Quote of the day by Melinda French Gates: “Shaming women for their sexuality is a standard tactic for…” | World News


Quote of the day by Melinda French Gates: "Shaming women for their sexuality is a standard tactic for…"

Shame is one of the oldest tools for keeping people quiet. Make someone feel embarrassed enough about who they are, and you can often stop them from speaking up or standing their ground. Melinda French Gates, a philanthropist who has spent years working on women’s health around the world, points to one place she believes this happens. When women try to have a say over whether and when they have children, she argues, one common way to shut down the conversation is to shame them. Beneath her specific point about women lies a broader and very human truth about how shame works, and why it is worth recognising.

Quote of the day by Melinda French Gates

“Shaming women for their sexuality is a standard tactic for drowning out the voices of women who want to decide whether and when to have children.”

Melinda French Gates: The woman behind the words

Melinda French Gates is an American philanthropist and a long-standing advocate for women and girls. With her then-husband, she co-founded one of the world’s largest charitable organisations, which has poured enormous resources into global health and fighting poverty.The quote comes from her 2019 book, The Moment of Lift, which drew on years of travel, meeting women in some of the poorest parts of the world. A major focus of her work has been access to family planning, helping women who want it to get contraception so they can space out or limit pregnancies, protect their health, and better care for the children they already have. In many of the places she visited, this is closely tied to survival, since complications in pregnancy and childbirth remain a leading cause of death for women. That global health work is the backdrop to this quote.

What Melinda French Gates was pointing to in the quote

Her argument is that when women speak up for a say in family planning, the response is sometimes not a real debate but an attempt to embarrass them into silence. Instead of engaging with what the women actually need, the conversation gets turned into one about morality and shame, which she sees as a way of avoiding the real issue.It is worth being clear and fair here. Questions about sexuality, family and when to have children are deeply personal, and people across different cultures, faiths and backgrounds hold a wide range of sincere and strongly felt views about them. This quote reflects Melinda French Gates’s own perspective, shaped by the women she met in her global health work. The point of sharing it is not to settle a debate, but to look at the idea inside it.

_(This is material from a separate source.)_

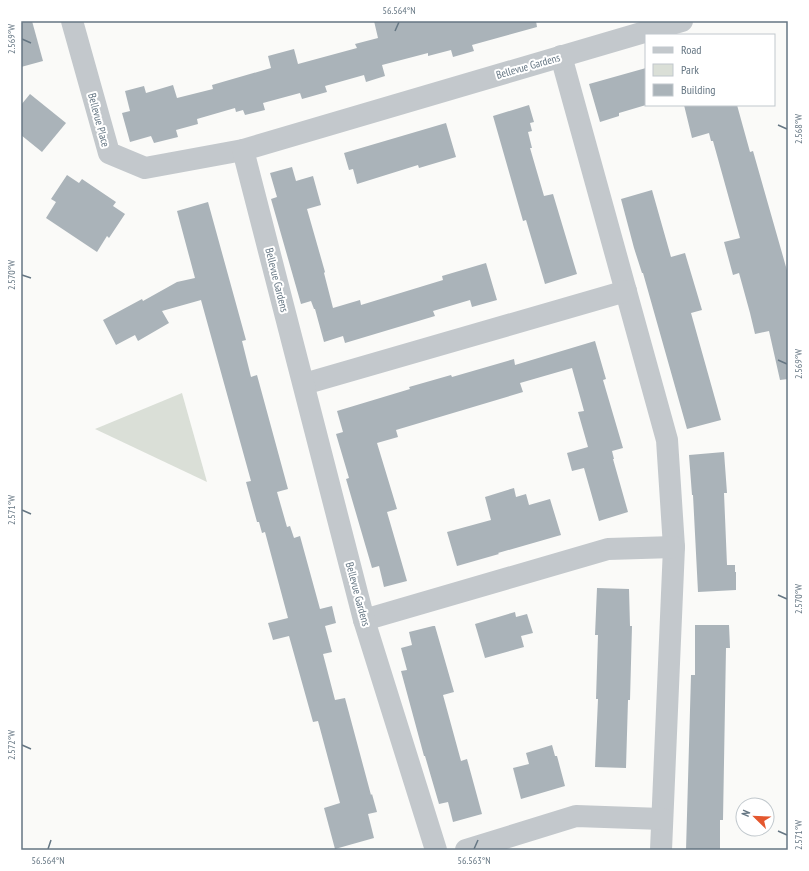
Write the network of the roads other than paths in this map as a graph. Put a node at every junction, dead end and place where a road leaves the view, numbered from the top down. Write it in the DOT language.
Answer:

The bigger truth about shame

Step back from the specific topic, and the quote reveals something that applies far more widely. Shame is a tool. When someone cannot or will not answer a point on its merits, making the other person feel ashamed is a way to make them stop talking.Gates put it plainly elsewhere when she wrote that stigma is always an effort to suppress someone’s voice. We have all seen this pattern. A difficult conversation suddenly shifts from the actual issue to making one person feel small, embarrassed or judged. Once that happens, the topic itself quietly disappears, and the person who was shamed often retreats. Recognising this move, whoever is using it and whatever the subject, is the first step to not being silenced by it, and to not using it on others.

How to apply this quote by Melinda Gates in everyday life

You do not need to share anyone’s politics to take something useful from this. The lesson about shame is something we can all use.

  • Notice when shame is being used to end a conversation. If a disagreement suddenly turns to making someone feel embarrassed rather than answering what they said, that is often a sign their point is being dodged, not addressed.
  • Try not to use shame as a weapon yourself. It is tempting to shut someone down by making them feel small. Engaging with their actual argument is harder, fairer and far more honest.
  • Listen for the voices that get drowned out. The people who are shamed into silence often have something important to say. Make a little room for them to be heard.
  • Keep a person’s worth separate from your disagreement. You can disagree with someone’s choices or opinions without trying to make them feel ashamed of who they are.

Other famous quotes by Melinda French Gates

Across her book and speeches, Gates has shared many reflections on people, poverty and possibility. Here are a few more.

  • “If you want to lift up humanity, empower women. It is the most comprehensive, pervasive, high-leverage investment you can make in human beings.”
  • “Every society says its outsiders are the problem. But the outsiders are not the problem; the urge to create outsiders is the problem.”
  • “A woman with a voice is by definition a strong woman.”
  • “Optimism isn’t a belief that things will automatically get better; it’s a conviction that we can make things better.”

Letting people speak

The deepest idea in this quote is not really about any single issue. It is about the difference between answering people and silencing them. Shame, used as a weapon, ends conversations rather than advancing them, and it tends to fall hardest on those with the least power to push back.Melinda French Gates is asking us to notice that move and to resist it, both when it is used against others and when we are tempted to use it ourselves. Whatever your views on the specific subjects she cares about, the underlying lesson is one most people can agree on. A fair society listens to people and engages with what they say, rather than shaming them into staying quiet. The voices that get drowned out are often the ones most worth hearing.